V K Vijayakumar, Chief Investment Strategist at Geojit Financial Services believes the real worry is that many small and micro caps of doubtful quality are also participating in the bull run, driven purely by emotion and momentum. In this segment, a crash is inevitable. In an interview with Mint, Vijayakumar explained why he thinks the market is ignoring risks. The market is buoyant with a year-to-date (YTD) return of about 11 per cent in the Nifty.
But the real action is in the broader market, which is experiencing a strong bull run. Nifty Midcap 100 is up by 29 per cent and the Nifty Smallcap 100 is up by 31 per cent YTD. There is some justification for the optimism in the broader market; but the quality of the rally leaves a lot to be desired and, therefore, is a cause of worry.

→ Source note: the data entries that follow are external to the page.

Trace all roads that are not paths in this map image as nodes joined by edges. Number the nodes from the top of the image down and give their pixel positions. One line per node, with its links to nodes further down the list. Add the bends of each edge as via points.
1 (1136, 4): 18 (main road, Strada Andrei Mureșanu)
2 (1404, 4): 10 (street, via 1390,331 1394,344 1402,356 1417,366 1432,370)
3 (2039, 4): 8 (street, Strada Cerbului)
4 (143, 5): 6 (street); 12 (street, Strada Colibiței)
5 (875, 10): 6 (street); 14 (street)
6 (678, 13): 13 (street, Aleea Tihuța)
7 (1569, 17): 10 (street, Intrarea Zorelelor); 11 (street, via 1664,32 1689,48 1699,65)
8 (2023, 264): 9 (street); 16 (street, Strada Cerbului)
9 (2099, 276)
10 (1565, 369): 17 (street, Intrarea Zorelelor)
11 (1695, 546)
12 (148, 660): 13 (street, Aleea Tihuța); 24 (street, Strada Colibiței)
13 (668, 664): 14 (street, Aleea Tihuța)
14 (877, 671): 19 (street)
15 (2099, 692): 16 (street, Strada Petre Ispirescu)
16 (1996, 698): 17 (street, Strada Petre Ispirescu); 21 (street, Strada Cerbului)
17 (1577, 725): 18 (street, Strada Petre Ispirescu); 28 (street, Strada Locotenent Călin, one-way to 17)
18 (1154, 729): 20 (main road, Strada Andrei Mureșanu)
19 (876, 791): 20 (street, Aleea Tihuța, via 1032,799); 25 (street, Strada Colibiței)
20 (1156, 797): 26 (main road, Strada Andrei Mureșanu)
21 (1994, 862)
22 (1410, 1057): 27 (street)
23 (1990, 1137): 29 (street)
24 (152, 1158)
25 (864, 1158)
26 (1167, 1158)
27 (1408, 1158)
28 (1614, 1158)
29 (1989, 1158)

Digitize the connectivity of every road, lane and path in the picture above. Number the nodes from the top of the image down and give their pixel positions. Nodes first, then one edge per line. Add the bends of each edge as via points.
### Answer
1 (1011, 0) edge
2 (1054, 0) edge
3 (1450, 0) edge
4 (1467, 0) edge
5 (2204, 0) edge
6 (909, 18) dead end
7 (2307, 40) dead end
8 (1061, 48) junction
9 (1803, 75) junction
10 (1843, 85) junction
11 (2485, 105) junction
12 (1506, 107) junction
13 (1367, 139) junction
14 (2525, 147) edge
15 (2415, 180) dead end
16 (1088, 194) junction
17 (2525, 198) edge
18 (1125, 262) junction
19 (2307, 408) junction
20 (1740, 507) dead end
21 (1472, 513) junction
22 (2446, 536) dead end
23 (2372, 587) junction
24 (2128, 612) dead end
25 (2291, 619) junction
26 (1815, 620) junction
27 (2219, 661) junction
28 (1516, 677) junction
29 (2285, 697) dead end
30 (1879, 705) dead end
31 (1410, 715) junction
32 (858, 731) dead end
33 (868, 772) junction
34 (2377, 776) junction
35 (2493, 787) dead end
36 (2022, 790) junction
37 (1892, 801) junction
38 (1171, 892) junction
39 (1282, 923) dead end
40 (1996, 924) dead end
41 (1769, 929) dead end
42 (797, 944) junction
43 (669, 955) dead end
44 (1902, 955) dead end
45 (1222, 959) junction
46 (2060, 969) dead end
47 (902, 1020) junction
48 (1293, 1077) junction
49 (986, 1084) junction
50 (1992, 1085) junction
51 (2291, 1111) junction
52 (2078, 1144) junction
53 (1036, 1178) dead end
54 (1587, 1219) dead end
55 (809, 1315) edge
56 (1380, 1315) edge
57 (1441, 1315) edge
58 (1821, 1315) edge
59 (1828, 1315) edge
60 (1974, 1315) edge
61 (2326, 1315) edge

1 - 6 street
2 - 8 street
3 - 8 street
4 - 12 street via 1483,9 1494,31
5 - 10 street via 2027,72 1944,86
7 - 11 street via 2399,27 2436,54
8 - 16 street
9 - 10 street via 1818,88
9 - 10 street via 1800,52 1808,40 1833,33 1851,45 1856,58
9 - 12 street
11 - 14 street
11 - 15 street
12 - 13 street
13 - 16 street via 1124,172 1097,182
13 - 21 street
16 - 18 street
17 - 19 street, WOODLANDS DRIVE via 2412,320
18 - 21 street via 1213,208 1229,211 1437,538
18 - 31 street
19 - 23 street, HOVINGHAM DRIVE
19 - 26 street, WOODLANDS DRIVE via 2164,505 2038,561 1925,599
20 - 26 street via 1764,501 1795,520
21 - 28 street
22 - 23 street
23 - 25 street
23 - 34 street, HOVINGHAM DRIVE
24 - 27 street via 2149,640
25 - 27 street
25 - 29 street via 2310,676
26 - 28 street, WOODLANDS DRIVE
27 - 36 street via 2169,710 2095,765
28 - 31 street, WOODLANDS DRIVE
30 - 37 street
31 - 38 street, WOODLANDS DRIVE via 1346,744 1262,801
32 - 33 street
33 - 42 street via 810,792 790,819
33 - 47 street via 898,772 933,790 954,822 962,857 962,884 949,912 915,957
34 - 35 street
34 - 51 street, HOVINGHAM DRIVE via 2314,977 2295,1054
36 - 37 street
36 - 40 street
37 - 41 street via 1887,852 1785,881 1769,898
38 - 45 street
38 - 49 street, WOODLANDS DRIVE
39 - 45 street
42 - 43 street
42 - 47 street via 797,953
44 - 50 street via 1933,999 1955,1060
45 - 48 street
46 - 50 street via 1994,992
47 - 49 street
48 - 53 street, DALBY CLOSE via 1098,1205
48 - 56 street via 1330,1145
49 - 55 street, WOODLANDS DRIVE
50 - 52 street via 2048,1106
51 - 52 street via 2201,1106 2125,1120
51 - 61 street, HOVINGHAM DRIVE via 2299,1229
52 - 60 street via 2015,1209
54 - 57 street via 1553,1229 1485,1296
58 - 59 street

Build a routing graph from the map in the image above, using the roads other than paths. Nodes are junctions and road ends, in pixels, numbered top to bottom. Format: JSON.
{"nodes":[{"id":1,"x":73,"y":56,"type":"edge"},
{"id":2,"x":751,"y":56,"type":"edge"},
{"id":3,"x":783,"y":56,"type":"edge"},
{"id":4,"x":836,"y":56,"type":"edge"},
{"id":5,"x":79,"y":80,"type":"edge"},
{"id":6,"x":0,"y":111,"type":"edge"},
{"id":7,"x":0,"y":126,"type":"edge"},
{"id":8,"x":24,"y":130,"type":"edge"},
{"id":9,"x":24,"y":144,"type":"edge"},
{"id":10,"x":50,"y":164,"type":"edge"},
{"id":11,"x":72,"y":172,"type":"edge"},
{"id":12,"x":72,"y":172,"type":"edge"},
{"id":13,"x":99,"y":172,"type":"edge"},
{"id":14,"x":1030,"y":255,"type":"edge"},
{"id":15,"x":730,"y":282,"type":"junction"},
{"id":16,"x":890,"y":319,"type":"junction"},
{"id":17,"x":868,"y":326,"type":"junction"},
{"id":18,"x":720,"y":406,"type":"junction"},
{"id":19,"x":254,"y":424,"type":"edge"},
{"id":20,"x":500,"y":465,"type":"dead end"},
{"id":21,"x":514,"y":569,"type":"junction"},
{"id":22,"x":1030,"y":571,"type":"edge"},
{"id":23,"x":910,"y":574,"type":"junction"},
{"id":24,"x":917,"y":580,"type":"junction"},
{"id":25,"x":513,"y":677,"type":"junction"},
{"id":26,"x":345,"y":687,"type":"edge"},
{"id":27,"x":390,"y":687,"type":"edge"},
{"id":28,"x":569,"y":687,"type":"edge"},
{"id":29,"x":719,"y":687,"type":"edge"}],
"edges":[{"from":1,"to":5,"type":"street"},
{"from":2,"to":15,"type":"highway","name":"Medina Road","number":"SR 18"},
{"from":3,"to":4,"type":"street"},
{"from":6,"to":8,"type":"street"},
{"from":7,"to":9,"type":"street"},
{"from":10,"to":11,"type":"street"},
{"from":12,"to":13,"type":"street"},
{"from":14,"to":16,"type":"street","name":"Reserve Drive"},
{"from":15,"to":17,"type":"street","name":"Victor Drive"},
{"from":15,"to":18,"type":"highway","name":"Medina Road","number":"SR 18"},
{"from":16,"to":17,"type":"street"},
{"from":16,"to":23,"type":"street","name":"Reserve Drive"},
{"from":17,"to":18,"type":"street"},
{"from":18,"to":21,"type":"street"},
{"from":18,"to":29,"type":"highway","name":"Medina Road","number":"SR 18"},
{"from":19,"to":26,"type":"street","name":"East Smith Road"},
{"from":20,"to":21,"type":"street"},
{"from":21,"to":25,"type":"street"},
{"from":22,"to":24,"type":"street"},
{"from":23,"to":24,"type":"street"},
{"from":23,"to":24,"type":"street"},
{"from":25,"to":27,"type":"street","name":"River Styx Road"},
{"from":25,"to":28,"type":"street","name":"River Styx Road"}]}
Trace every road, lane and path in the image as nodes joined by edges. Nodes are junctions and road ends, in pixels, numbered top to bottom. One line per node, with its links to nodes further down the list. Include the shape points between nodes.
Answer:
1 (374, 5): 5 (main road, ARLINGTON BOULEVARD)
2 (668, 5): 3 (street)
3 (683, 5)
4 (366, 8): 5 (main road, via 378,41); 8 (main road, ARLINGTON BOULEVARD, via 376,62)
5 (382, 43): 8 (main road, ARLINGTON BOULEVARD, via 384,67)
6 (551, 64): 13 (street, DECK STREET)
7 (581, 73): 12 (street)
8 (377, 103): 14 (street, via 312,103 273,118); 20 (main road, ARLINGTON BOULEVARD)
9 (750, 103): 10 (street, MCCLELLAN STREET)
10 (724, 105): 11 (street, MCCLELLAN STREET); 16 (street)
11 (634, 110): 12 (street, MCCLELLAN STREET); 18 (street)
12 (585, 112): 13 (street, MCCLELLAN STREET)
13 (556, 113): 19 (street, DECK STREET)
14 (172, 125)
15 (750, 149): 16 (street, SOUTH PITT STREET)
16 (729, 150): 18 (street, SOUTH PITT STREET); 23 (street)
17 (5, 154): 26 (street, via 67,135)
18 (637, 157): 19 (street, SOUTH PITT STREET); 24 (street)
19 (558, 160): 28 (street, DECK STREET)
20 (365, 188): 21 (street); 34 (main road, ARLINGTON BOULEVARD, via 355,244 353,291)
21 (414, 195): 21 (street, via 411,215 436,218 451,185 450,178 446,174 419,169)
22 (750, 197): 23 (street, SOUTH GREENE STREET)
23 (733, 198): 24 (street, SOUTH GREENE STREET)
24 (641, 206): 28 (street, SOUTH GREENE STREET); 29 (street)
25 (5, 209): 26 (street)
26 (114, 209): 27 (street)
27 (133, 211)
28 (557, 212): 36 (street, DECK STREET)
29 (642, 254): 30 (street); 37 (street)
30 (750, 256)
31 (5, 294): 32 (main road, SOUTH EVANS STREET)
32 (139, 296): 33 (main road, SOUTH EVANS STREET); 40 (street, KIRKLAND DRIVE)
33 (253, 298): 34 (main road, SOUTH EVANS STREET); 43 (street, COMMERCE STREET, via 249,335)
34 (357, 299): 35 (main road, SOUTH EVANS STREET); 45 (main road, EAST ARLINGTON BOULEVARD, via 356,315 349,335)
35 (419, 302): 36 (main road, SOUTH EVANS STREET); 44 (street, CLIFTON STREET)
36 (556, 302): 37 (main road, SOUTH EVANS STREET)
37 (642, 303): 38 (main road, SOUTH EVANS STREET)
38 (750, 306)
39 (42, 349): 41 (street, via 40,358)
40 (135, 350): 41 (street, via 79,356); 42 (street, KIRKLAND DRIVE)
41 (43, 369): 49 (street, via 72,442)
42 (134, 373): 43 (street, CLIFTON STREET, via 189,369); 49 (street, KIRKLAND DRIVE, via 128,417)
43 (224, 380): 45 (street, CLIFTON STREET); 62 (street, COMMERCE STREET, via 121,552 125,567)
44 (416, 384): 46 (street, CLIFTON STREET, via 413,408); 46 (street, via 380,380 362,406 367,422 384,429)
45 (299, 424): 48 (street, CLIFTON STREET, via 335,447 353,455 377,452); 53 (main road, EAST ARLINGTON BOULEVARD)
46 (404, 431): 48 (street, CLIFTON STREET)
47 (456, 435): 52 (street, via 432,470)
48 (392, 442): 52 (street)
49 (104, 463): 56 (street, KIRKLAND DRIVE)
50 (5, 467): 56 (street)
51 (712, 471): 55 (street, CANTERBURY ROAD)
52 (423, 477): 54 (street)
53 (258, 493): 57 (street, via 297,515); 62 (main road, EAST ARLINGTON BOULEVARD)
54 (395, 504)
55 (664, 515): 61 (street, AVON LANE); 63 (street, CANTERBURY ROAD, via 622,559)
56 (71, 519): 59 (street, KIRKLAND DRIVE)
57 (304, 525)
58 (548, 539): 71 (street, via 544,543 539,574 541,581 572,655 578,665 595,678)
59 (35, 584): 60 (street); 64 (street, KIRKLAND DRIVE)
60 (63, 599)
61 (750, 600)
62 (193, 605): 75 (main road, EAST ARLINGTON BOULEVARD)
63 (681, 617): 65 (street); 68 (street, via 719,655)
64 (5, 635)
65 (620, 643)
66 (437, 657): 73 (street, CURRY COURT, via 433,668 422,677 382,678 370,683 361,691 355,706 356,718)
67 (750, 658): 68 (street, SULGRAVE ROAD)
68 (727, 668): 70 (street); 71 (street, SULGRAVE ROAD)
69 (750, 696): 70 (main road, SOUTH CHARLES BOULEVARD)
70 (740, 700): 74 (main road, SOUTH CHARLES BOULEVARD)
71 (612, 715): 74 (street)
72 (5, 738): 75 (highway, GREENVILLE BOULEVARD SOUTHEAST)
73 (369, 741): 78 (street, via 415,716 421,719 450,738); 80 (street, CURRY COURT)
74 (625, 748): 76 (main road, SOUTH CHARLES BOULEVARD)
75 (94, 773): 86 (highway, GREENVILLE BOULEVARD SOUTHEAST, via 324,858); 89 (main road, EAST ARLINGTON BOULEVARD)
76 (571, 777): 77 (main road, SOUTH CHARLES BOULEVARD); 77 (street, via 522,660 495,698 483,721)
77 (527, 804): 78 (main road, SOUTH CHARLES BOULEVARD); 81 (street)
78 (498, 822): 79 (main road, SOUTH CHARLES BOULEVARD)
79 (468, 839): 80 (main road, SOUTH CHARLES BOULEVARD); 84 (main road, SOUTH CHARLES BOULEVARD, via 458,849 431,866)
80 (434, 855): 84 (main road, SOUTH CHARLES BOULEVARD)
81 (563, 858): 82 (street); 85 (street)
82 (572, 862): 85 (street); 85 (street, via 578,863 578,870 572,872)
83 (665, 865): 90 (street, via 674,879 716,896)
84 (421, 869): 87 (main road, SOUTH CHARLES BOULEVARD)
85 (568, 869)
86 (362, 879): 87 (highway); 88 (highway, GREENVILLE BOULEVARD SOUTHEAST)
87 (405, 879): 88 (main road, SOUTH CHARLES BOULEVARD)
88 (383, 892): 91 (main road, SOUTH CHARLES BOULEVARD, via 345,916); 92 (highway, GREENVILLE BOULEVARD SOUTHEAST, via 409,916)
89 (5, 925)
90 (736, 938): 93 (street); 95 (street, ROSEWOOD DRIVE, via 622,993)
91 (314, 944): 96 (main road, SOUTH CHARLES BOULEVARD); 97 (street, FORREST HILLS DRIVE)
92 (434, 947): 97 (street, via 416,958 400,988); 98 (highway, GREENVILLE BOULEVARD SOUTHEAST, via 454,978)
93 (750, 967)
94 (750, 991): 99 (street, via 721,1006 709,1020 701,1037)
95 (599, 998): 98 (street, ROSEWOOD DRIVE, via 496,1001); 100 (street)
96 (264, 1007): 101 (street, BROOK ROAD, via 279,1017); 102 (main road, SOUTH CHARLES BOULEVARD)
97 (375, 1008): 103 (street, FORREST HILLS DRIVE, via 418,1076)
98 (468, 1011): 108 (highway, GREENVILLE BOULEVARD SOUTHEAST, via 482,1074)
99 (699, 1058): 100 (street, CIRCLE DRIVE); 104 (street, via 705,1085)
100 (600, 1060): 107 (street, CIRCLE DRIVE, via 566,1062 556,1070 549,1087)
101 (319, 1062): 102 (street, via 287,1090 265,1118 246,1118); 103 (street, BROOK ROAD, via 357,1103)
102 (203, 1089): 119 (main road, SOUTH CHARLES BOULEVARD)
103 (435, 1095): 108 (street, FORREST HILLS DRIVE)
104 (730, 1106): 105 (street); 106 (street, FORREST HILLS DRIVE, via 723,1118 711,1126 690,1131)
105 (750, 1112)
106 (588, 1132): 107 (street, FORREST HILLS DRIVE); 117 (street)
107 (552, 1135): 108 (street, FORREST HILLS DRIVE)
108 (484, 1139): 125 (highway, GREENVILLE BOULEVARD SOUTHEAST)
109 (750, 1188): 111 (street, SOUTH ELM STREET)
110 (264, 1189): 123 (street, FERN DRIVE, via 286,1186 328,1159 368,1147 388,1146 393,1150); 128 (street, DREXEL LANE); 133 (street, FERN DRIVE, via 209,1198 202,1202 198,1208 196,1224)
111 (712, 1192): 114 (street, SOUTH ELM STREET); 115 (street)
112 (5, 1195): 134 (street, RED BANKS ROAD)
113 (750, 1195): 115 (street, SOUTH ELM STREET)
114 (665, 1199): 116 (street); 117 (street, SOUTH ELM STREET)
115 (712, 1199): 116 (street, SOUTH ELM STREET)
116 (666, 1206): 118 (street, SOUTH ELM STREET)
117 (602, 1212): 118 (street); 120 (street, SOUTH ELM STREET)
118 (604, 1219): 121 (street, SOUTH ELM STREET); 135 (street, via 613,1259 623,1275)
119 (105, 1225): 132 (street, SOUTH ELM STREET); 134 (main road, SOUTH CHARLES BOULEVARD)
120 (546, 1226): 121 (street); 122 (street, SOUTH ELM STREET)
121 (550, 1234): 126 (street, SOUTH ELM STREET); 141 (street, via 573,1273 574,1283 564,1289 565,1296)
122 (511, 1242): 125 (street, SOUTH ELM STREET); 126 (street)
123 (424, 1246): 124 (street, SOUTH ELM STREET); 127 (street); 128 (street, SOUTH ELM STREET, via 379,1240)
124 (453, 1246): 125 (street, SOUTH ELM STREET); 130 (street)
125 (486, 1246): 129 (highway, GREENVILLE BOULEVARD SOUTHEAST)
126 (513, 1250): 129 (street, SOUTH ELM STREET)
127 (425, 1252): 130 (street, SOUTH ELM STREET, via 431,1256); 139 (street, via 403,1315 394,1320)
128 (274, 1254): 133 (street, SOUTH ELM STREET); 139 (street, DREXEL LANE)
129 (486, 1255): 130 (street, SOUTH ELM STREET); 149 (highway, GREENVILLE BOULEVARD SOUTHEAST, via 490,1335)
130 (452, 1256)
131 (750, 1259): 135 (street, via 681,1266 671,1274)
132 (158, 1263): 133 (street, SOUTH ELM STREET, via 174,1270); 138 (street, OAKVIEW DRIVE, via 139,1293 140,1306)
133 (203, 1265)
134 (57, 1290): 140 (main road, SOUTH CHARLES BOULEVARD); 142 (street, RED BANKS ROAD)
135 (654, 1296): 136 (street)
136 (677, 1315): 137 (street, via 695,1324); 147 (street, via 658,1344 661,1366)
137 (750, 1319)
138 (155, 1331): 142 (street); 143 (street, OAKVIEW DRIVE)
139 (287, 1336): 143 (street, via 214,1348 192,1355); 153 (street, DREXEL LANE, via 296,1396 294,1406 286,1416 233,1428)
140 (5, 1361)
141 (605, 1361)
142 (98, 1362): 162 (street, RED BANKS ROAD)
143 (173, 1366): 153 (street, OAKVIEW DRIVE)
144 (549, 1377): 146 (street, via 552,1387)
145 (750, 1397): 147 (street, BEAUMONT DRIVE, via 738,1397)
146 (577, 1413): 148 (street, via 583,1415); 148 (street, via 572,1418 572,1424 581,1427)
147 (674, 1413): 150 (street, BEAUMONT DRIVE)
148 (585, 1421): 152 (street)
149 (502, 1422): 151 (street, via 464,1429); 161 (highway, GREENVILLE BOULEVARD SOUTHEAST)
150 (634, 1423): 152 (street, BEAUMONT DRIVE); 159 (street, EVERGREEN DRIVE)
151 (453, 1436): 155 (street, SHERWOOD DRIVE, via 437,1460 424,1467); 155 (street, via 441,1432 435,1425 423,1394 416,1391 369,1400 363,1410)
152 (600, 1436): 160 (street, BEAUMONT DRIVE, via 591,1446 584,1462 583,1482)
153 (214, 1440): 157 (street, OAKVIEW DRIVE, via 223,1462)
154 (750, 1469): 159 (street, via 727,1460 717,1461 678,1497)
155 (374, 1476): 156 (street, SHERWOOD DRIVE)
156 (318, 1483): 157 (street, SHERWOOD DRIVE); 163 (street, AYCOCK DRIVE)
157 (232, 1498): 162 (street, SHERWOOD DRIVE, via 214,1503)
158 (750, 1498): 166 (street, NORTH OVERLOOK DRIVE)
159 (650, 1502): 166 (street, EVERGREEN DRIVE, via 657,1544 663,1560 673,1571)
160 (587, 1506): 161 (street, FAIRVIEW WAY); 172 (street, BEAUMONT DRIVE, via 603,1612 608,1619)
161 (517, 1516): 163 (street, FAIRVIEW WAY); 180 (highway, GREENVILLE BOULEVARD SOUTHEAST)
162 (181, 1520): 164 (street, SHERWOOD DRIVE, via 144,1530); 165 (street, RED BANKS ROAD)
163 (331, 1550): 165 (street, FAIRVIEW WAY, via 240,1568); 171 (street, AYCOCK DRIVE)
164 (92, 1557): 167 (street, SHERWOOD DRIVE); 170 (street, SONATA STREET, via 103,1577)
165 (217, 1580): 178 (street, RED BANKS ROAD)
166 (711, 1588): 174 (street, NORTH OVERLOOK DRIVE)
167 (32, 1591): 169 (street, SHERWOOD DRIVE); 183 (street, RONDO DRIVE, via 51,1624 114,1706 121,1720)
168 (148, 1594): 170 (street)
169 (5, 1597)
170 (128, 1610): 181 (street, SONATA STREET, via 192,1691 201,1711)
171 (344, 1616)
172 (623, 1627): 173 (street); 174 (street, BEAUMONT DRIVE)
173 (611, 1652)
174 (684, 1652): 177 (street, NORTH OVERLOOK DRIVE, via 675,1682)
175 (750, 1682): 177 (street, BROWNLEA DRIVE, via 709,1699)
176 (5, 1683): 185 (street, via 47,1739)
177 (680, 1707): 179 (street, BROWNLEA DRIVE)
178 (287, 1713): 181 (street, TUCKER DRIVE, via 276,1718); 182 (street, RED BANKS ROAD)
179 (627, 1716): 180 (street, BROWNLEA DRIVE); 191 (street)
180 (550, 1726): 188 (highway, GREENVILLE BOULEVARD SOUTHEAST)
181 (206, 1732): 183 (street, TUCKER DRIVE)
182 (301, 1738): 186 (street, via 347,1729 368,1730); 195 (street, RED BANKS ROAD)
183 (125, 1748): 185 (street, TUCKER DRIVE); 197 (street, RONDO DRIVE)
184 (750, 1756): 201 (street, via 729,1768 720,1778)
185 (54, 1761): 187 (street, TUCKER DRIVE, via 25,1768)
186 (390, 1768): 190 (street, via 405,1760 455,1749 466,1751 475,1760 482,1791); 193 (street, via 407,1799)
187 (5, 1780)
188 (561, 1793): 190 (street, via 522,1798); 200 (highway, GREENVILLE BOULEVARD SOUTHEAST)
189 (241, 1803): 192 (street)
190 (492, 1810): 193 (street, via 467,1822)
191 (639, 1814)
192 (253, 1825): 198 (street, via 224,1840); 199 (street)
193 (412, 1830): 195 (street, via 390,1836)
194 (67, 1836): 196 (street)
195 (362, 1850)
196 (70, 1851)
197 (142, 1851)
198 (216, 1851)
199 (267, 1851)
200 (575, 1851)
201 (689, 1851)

First, let me explain the positive part. An impressive bull run is happening in segments like railways and defence where many stocks have shot up by more than 100, 200 and even 300 per cent. What are the factors driving these stocks? The 2023 Budget had allocated ₹10 lakh crores for infrastructure development, of which, ₹2.4 lakh crore was for railways.
The Defence Production and Export Promotion Policy (DPEPP) has an ambitious revenue target of ₹1.75 lakh crore by 2024-25. Unlike in the past, massive public spending is happening in these segments. The expansion and modernisation of Indian Railways have resulted in massive orders for railway wagon companies like Jupiter Wagons, Titagarh Rail and Texmaco Rail.